#### ASSIGNMENT
Below are some records; quote exactly the lines from the one that contains "inset:0; background:#cbb3e7; transform-origin:0" through the one that contains "filter:drop-shadow(2px 0 #706d66)", inclusive, and no others.

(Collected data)
------------------------------------------------------------
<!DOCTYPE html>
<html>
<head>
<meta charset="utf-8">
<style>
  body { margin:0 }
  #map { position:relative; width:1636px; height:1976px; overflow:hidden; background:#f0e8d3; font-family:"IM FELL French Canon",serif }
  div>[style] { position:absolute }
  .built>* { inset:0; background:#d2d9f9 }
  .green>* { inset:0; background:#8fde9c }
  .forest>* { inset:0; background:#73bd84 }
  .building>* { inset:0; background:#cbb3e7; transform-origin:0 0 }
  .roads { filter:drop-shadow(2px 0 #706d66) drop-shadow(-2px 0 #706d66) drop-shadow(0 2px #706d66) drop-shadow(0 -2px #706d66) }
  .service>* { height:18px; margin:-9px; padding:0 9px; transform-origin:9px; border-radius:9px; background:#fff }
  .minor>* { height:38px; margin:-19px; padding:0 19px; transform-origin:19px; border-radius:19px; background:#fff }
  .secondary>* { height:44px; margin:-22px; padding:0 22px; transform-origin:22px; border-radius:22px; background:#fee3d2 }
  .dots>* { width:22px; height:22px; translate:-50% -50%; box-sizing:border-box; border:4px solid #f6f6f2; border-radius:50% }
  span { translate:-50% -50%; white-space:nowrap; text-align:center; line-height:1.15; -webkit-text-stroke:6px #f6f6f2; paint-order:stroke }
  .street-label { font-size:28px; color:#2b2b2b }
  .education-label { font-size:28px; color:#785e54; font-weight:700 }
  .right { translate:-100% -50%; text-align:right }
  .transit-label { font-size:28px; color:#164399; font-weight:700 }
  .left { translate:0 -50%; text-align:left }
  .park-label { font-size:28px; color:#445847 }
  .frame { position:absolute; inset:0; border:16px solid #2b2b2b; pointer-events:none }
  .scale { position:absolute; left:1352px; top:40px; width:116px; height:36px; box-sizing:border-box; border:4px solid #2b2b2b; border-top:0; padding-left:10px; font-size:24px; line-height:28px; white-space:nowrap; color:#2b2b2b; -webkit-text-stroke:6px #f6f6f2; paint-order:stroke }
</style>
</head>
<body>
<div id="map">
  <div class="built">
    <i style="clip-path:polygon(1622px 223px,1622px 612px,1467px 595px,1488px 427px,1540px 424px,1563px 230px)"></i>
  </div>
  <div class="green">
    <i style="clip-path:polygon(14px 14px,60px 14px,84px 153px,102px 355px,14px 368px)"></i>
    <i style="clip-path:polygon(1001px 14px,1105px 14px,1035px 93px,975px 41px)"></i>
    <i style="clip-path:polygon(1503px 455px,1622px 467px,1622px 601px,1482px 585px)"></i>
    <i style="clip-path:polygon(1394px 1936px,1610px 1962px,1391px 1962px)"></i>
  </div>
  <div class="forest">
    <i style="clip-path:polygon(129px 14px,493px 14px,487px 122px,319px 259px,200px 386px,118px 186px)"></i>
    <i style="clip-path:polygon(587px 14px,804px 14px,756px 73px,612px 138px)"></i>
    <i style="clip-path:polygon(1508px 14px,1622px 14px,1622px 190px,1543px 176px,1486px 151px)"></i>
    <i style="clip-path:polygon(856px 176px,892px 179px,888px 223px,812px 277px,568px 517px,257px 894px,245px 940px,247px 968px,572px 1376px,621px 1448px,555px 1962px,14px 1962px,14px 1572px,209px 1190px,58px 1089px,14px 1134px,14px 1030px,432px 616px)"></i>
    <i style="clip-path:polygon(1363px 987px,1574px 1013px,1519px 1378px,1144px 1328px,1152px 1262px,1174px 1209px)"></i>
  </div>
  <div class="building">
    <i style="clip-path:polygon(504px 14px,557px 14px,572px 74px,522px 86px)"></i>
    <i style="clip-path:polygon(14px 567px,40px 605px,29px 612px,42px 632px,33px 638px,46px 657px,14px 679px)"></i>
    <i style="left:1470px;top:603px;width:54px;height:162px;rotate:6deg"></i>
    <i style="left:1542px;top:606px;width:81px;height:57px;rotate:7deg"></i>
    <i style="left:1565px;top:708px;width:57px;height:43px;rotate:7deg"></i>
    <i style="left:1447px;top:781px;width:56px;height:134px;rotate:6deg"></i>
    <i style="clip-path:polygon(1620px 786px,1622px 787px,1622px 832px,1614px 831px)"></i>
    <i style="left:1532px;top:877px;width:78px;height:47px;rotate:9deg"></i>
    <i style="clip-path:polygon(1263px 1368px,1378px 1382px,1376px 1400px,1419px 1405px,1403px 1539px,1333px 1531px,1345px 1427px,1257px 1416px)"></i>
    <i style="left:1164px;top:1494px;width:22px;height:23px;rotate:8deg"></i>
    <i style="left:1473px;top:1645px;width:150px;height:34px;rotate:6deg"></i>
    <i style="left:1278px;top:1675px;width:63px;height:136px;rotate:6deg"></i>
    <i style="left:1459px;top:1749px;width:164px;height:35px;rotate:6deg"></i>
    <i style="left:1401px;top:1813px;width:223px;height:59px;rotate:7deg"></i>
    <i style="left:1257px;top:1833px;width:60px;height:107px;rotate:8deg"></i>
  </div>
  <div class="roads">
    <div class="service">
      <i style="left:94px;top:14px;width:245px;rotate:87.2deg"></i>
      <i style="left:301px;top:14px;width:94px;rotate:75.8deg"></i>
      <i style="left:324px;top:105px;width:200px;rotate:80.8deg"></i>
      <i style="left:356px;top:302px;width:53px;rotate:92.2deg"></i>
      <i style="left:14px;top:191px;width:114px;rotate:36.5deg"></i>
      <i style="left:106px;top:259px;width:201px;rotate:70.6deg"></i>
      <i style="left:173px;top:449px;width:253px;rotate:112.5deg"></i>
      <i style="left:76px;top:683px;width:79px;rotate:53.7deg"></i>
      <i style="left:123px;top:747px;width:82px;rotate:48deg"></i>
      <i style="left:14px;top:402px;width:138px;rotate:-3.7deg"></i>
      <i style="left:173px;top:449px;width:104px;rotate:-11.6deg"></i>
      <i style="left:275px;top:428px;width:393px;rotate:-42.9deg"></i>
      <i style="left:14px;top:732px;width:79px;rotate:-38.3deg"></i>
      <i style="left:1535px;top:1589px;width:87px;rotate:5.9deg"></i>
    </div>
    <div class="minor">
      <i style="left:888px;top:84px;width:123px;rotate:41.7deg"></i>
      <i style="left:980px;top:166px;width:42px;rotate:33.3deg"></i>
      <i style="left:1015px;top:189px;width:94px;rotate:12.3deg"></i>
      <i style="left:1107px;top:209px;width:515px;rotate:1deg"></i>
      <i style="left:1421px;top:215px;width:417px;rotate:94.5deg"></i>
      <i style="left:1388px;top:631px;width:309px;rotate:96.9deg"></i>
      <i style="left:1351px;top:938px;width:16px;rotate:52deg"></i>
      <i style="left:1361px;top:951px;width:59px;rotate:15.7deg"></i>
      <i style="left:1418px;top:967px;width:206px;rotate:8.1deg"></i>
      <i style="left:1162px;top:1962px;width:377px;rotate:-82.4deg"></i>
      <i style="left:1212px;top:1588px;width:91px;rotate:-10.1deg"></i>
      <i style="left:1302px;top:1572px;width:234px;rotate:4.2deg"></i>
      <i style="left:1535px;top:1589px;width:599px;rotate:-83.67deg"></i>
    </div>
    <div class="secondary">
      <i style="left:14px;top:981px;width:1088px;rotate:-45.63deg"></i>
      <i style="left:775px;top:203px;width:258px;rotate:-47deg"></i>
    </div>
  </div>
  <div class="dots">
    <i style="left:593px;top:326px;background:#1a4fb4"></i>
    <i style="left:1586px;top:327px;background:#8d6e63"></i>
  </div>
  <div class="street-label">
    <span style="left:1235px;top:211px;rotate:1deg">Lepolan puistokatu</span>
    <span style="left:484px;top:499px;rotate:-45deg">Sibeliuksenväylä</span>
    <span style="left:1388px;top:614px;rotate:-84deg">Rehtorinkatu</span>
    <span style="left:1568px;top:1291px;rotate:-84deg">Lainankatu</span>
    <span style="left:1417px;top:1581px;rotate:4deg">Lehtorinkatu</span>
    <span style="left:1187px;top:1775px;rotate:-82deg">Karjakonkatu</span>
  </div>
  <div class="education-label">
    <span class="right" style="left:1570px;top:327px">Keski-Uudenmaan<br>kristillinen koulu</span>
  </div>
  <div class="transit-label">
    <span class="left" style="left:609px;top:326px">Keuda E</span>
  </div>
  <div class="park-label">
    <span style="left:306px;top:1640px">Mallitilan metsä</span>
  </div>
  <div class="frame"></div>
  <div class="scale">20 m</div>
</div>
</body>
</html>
------------------------------------------------------------
#### OUTPUT BELOW
  .building>* { inset:0; background:#cbb3e7; transform-origin:0 0 }
  .roads { filter:drop-shadow(2px 0 #706d66) drop-shadow(-2px 0 #706d66) drop-shadow(0 2px #706d66) drop-shadow(0 -2px #706d66) }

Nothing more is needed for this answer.